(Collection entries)
-- Opening Marker --

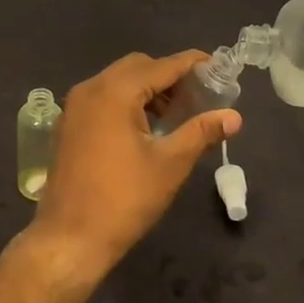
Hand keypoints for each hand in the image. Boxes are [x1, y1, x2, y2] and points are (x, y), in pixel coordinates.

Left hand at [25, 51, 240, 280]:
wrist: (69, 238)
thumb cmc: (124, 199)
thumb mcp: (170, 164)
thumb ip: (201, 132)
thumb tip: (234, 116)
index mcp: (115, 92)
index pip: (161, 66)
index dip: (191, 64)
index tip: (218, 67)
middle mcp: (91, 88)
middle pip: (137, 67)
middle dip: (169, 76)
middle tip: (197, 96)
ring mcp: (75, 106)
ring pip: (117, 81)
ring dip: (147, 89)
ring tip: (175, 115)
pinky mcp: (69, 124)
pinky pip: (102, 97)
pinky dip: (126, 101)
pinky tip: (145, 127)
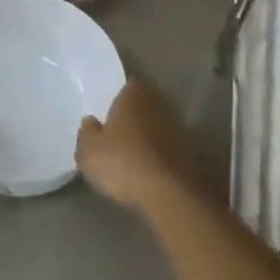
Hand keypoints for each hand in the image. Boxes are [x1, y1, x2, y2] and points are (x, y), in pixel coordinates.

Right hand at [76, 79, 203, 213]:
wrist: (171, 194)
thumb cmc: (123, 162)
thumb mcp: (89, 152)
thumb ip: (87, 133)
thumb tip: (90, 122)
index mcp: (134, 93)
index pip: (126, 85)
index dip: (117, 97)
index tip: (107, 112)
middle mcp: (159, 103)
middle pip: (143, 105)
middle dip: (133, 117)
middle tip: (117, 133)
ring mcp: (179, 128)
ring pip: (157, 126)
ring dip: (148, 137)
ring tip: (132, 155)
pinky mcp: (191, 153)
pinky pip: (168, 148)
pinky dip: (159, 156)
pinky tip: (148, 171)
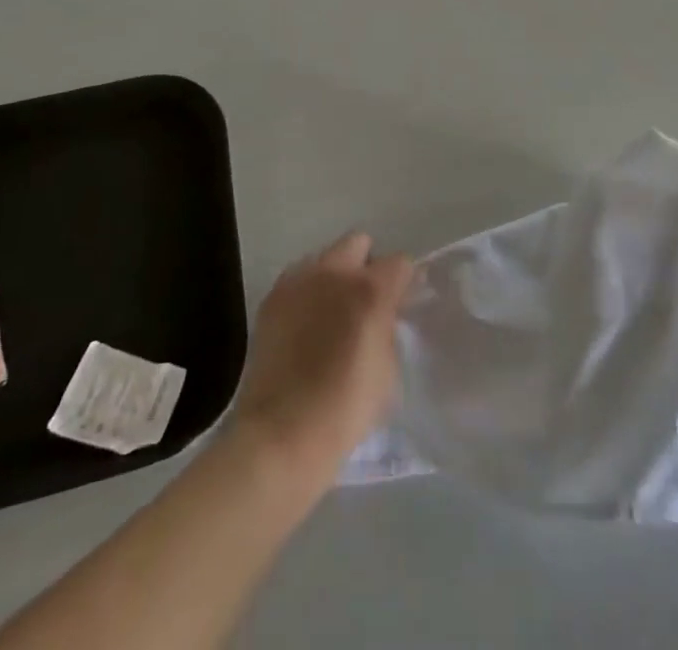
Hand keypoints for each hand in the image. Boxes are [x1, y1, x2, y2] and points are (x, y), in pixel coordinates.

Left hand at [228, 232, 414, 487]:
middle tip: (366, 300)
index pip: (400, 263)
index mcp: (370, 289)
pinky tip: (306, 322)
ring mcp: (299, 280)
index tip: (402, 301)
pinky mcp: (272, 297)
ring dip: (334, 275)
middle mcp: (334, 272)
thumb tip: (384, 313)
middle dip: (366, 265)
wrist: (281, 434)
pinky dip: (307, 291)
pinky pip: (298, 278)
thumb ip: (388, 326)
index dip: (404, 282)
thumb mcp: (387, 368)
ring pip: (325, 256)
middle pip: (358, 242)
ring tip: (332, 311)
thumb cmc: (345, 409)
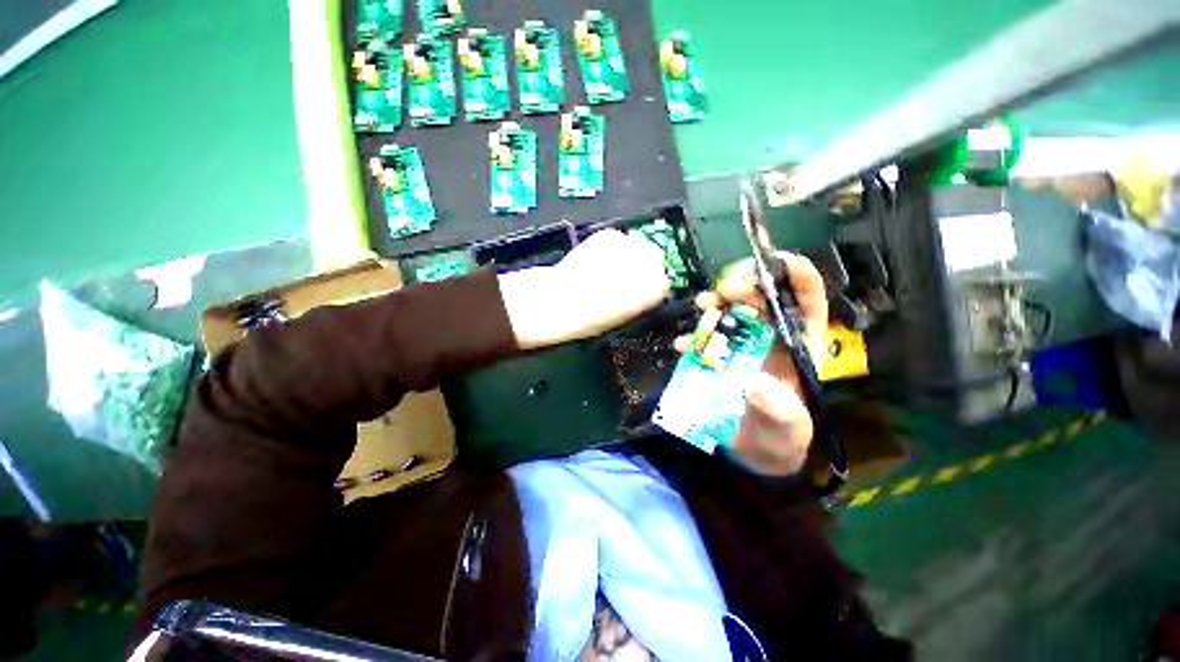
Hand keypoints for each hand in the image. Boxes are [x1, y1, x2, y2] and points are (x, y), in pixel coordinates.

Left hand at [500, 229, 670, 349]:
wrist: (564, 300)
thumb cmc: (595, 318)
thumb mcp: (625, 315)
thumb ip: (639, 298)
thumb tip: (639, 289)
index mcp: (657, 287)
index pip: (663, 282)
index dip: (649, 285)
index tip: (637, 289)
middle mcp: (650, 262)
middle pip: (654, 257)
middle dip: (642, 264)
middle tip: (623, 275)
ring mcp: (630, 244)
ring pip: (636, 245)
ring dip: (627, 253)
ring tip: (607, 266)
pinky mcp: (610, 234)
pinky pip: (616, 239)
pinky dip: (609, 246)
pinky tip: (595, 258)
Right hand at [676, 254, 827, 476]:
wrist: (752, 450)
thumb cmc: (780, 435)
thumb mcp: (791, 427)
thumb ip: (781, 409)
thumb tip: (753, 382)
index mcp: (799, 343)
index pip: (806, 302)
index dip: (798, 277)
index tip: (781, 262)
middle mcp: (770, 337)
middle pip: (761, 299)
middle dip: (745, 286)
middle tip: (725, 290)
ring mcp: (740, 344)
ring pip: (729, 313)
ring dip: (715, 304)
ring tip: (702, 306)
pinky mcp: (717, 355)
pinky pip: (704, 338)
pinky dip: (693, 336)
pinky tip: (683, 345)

-- Closing Marker --

THE PROBLEM
Copy every line of the data that holds the string "Left".

WORKED SOLUTION
Left hand at [25, 51, 240, 280]:
Left hand at [228, 232, 414, 487]:
Left hand at [500, 229, 670, 349]:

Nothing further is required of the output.